Abstract

Despite distinct etiologies, β cells in both type 1 diabetes (T1D) and type 2 diabetes (T2D) are known to be susceptible to common stress factors, such as glucotoxicity, oxidative stress, and the unfolded protein response. Notably, GLIS3 zinc-finger transcription factor has been identified as one of the few common risk variants between both T1D and T2D from genome-wide association studies (GWAS). In this proposal, I aim to address the functional role of GLIS3 in human β cells. Using bona fide mature β cells, which were differentiated from human embryonic stem cells (hESCs), I will first investigate the role of GLIS3 in regulating human β cell development and the requirement of GLIS3 on β cell function and survival.

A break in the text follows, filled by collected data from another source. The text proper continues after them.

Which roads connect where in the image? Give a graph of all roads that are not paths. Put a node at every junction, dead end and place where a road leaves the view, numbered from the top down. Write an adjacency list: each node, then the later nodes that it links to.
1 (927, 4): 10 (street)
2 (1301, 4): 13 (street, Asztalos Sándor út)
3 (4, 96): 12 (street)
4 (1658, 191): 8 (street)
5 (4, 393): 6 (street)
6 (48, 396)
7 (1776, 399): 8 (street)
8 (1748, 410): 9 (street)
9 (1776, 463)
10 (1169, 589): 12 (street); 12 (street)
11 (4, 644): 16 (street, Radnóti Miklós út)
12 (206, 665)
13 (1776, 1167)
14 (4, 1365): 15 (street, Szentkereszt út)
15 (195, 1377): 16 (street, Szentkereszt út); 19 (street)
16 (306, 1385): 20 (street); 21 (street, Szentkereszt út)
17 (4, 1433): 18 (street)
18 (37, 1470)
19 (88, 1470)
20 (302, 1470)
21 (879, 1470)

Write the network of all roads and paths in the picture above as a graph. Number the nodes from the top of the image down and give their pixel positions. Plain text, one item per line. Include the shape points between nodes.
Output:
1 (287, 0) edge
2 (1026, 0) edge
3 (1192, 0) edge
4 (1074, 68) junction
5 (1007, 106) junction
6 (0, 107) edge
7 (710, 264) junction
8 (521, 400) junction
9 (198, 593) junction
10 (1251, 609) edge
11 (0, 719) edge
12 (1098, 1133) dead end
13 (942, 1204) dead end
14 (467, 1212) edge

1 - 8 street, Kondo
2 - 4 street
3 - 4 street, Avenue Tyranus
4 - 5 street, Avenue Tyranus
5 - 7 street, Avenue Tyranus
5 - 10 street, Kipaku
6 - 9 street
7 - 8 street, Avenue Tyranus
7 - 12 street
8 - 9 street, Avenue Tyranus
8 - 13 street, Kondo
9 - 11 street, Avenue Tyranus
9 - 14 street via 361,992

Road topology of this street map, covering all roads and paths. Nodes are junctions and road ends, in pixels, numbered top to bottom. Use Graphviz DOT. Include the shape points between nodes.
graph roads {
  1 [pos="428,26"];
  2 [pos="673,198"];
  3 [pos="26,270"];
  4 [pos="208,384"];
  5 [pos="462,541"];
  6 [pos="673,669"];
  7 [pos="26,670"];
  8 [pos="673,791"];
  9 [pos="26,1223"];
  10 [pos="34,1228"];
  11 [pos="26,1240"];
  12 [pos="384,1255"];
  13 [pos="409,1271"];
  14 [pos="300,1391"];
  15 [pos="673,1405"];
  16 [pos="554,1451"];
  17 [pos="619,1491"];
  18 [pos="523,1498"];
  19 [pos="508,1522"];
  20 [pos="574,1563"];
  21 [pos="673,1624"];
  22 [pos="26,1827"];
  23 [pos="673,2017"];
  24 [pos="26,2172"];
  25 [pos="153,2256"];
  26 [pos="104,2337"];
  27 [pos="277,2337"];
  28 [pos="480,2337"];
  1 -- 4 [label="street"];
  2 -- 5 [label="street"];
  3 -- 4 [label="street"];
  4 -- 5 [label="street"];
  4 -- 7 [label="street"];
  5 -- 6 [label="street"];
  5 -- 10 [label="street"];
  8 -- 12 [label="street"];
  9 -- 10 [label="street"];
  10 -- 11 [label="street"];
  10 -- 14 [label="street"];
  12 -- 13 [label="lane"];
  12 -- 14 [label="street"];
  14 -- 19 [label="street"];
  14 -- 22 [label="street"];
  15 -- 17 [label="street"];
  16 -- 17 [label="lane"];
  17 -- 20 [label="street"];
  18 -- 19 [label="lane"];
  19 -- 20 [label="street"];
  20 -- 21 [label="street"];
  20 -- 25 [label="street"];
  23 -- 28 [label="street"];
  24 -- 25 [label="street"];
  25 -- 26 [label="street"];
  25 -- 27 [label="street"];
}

I will then seek to determine the function of a non-coding region of GLIS3, located between its first and second exon, which harbors a cluster of genetic variants found in T1D and T2D. Given that this non-coding region is adjacent to a segment of euchromatin, I hypothesize that it functions as a putative enhancer of GLIS3, providing a mechanism by which genetic variants within this region may disturb expression of GLIS3 and make β cells more sensitive to insults such as metabolic stress.

In summary, the overarching goal of this proposal is to gain insight into the role of GLIS3 in human β cell biology, including development, function, and survival, and to investigate how genetic variants of GLIS3 may contribute to β cell dysfunction and diabetes progression.